Heavy rains leave pools for eggs, while warmer temperatures speed up mosquito development and shorten the malaria parasite's incubation period.
Malaria cases in Mpumalanga jumped fourfold in January compared with a year earlier, according to the National Institute for Communicable Diseases (NICD).
The upsurge jeopardises South Africa's goal of eliminating the disease by 2029.
Gauteng -- the powerhouse province home to Johannesburg and Pretoria, and where malaria is not endemic -- logged more than 400 cases and 11 deaths in the first three months of 2026, according to the NICD.
While most infections were imported into the province from known hotspots, these figures are "concerning" even if the disease is not being transmitted between people, the public health body said.
- Supercharging hotspots -
Human‑driven climate change has increased the likelihood and intensity of extreme weather, while the naturally occurring La Nina weather phenomenon brought above‑average rains to parts of southern Africa in early 2026, causing flooding that created more mosquito breeding sites, the group said.
Namibia reported 8,760 cases in the first four weeks of 2026, a 68-percent increase from a year earlier.
Flood-hit Mozambique recorded more than 1.35 million cases in the first six weeks of the year, up 55 percent alongside dozens of deaths.
The outlook offers little reassurance as climate volatility deepens.
The increase in malaria cases does not mean the disease is migrating, said Professor Jantjie Taljaard, head of infectious diseases at Stellenbosch University.
Instead, climate change is supercharging existing hotspots and lengthening transmission windows, fuelling far more intense outbreaks.
"Rural environments and areas on the margins of established malaria risk areas are at highest risk," Taljaard said.
The effects are being felt on the frontline at Cunningmoore Clinic, where technicians Nicholas Skhumbane and Armstrong Mgiba swiftly process a steady stream of blood samples from surrounding villages.
Working out of a threadbare laboratory, the two men, clad in white coats and latex gloves, move systematically from slide to slide.
They add a drop of Giemsa stain -- a purplish-blue dye that reveals malaria parasites -- before placing each sample under a microscope.
The results are returned just as quickly as at Tintswalo Hospital, a modern facility some 50 kilometres (30 miles) away.
- 'Even in winter' -
For health officials, the shifting weather patterns are forcing a rethink of malaria planning beyond traditional hotspots and seasons.
"Climate change is a complex thing to deal with," said Sharon Lindiwe Nyoni, malaria programme manager at the Mpumalanga department of health.
"When you plan as a department, you need to anticipate what is coming your way, but with climate change everything is just unfolding."
The old assumption that malaria is confined to summer no longer holds, she warned. "Even in winter, we continue to see transmission."

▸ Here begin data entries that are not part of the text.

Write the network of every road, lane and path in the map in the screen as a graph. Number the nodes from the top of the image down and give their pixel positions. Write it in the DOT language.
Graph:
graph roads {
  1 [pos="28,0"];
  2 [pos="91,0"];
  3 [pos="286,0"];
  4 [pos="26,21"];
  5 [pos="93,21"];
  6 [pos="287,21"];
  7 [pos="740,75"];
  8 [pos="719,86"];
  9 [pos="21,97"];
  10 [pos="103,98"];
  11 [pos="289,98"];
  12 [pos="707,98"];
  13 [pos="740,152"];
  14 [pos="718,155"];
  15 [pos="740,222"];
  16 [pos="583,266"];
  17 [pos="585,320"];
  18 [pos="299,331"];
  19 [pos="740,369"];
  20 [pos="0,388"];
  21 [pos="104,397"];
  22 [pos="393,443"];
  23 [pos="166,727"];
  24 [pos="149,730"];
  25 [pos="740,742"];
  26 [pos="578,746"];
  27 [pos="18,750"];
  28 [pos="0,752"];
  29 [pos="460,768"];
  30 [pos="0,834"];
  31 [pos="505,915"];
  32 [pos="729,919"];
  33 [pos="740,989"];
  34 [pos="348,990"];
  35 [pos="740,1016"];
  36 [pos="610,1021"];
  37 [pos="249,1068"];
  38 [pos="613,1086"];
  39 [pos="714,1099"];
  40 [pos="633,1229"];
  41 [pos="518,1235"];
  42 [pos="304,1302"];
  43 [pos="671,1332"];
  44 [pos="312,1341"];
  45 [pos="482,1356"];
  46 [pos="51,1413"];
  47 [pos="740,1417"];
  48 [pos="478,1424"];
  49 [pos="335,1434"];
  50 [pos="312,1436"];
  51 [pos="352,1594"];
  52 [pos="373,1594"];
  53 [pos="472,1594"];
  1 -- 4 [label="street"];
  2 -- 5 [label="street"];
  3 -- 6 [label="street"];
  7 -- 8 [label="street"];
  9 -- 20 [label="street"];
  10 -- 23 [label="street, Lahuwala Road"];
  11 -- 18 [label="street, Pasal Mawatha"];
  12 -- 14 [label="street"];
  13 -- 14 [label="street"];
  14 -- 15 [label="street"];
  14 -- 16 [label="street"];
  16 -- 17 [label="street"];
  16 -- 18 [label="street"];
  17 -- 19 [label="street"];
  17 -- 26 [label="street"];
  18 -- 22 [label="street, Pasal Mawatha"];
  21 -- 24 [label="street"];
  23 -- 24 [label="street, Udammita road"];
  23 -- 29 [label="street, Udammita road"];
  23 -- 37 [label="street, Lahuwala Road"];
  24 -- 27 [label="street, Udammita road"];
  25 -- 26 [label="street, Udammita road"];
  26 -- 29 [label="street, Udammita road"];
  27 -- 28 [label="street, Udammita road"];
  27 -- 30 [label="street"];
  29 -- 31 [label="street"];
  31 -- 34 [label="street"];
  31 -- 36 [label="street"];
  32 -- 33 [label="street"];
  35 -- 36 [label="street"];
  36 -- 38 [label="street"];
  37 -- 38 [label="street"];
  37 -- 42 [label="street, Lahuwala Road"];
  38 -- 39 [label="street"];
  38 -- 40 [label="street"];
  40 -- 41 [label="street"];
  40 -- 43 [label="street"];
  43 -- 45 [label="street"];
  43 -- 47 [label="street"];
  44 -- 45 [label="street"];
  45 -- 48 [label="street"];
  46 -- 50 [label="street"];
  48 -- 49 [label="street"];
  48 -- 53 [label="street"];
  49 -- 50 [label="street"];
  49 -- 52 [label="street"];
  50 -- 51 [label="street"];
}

It is not only local health systems that are coming under strain, experts say, but also intervention efforts.
"Flooding can mean we simply cannot reach communities to deliver control measures," virologist Edina Amponsah-Dacosta told AFP.
Apart from heavy rains, extreme heat is a challenge as it can break the strict cold chain required before vaccines, which need refrigeration, ever reach remote clinics, she said.
Despite the rising case numbers, health workers say that some locals remain sceptical about the safety of the insecticide spray and refuse to let health workers inside their homes.
"It is very painful to see someone dying of something that is preventable and again curable," Nyoni said.
Back in Calcutta, Mhlongo waited outside as the sharp scent of insecticide drifted from her freshly sprayed nine-room house, which she shares with eight relatives.
Empty beer cans littered the back of a nearby pickup truck propped on rocks -- a place the sprayers warned could harbour mosquitoes.
"I am happy because mosquitoes are a problem," Mhlongo said, serving the spray team a homemade snack of maize meal, sugar and groundnuts as a neighbour's music drifted across the farming village.